Satake asks what is the value of reducing inventory to become just in time if this only eliminates the cushioning effect inventory has on demand variation, resulting in job instability. He calls on people in production control positions to make further efforts at heijunka in order to minimize the impact of swings in customer demand on demand for labor.

Investigative journalist Satoshi Kamata provides a more personal view of the dark side of Lean and how labor is viewed as disposable. Kamata worked for six months in 1973 as a “term laborer” assembling transmissions at Toyota and wrote and wrote about it in a book called Jidosha zetsubo kojo–Aru kisetsuko no nikki (Auto Factory of Despair: The Diary of a Seasonal Worker). This book was translated in English as Japan in the Passing Lane.

Toyota has been improving quality, cost, delivery, safety and working conditions steadily for 50 years. What would today’s investigative journalist learn from term laborers? Kamata returned to Toyota City and wrote an article titled November 1, 2004 Shukan Kinyobi magazine Toyota: Suicide and Worker Depression at the World’s Most Profitable Manufacturer. Kamata is critical of how Toyota’s drive to profitability through reduced labor cost was then and still is dehumanizing.

Kamata makes some comparisons between 1973 and 2004:

1973: Toyota had 41,000 employees and 3,000 term laborers.
2004: Toyota had 65,000 employees, and 10,000 term laborers
1973: Monthly wage including overtime and night shift allowance was 79,000 yen (approx. $720) a month.
2004: Monthly wage was 254,430 yen (approx. $2,300) according to a newspaper ads Toyota runs for “term employees”.
2004: Toyota’s profits had increased more than 30-fold since 1973.

Kamata is critical of the union and Toyota, claiming that a typical response to wage complains to the union local is “Find me a company that will hire you for the wages you’re being paid now” and that Toyota constantly uses the language of crisis and competition as reasons they do not raise wages. Results of wage 2006 negotiations between Toyota and the workers’ union is consistent with this.

Quoting Kamata:
“The conversation among my friends turned to an accident one early morning in May, where a 33-year old worker was crushed to death in a metal press, followed by talk of suicides, some from overwork, among elite technicians in the development division and among leaders of the labor union. Over the last decade, they said, they’ve seen a dramatic increase in depression among their coworkers.”

In the United States labor unions are still strong enough to prevent abusive of contract workers who are de facto full-time employees. The Wash Tech union’s victory over Microsoft is a recent example. In Japan the company unions largely have no teeth, an unlike the United States it is not easy for a workers to switch from one full-time job to another several times in their career.

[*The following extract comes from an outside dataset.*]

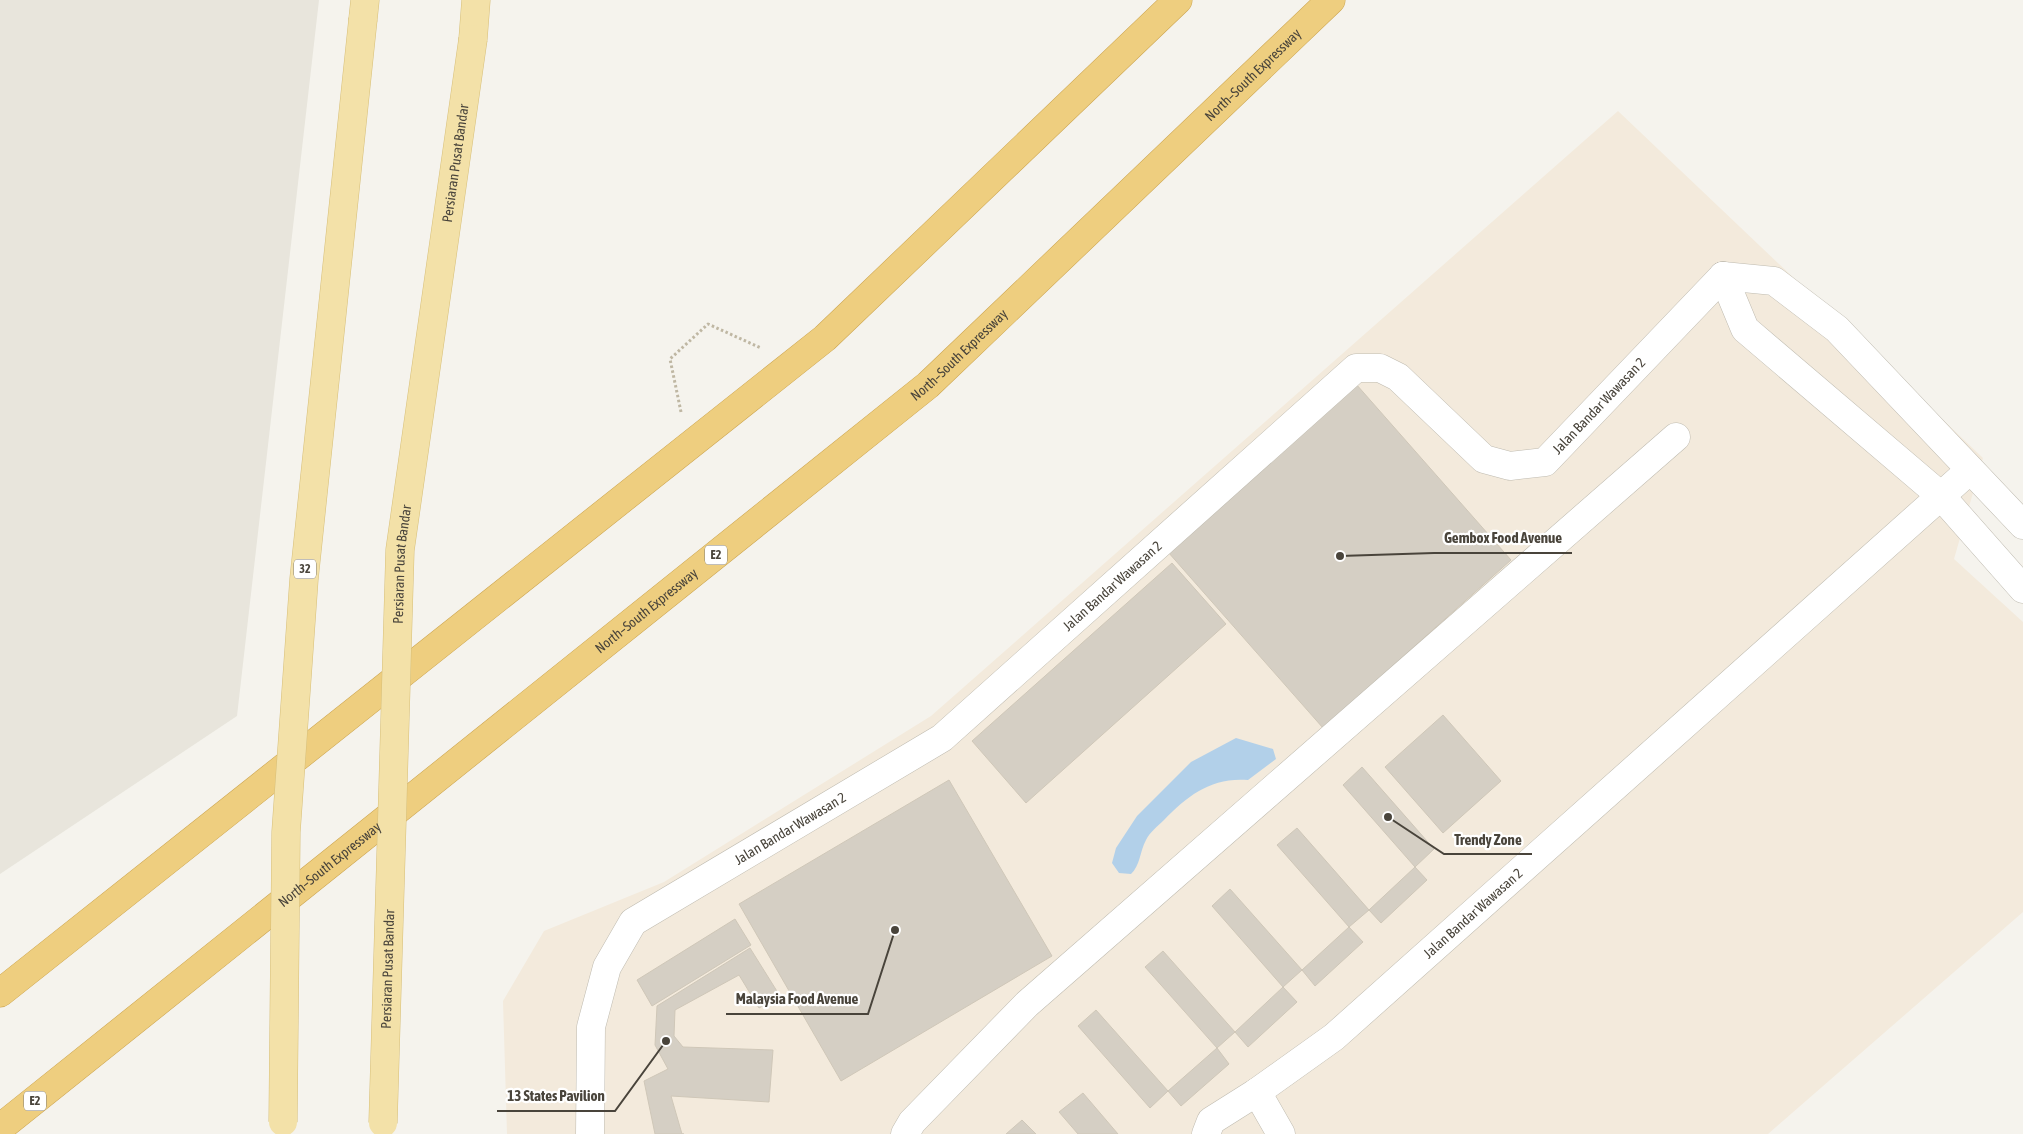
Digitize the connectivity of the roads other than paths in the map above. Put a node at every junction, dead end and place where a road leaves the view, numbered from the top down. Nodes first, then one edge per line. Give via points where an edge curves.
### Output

The human kanban system in Japan supports the profitability of Toyota. As more industries emulate Toyota and adopt TPS in Japan, this style of non-regular, part-time and term employment will become more common. In Japan today the reduced job security and economic stability of families due to just in time labor and the human kanban system are social ills resulting from the dark side of Lean.

Tomorrow: Lean Production Does Not Respect People.

  1. Ann Hamon

    May 25, 2021 - 11:24 am

    The dark side of Japan’s Lean is very scary. We can practice and do lean without stressing people out about their jobs. I can see, where Japan may have a problem in not giving their workers respect, I believe a lot of this attitude coming from the way most of Japan grew up- All work-No play. They have a good concept, but need to respect their workers.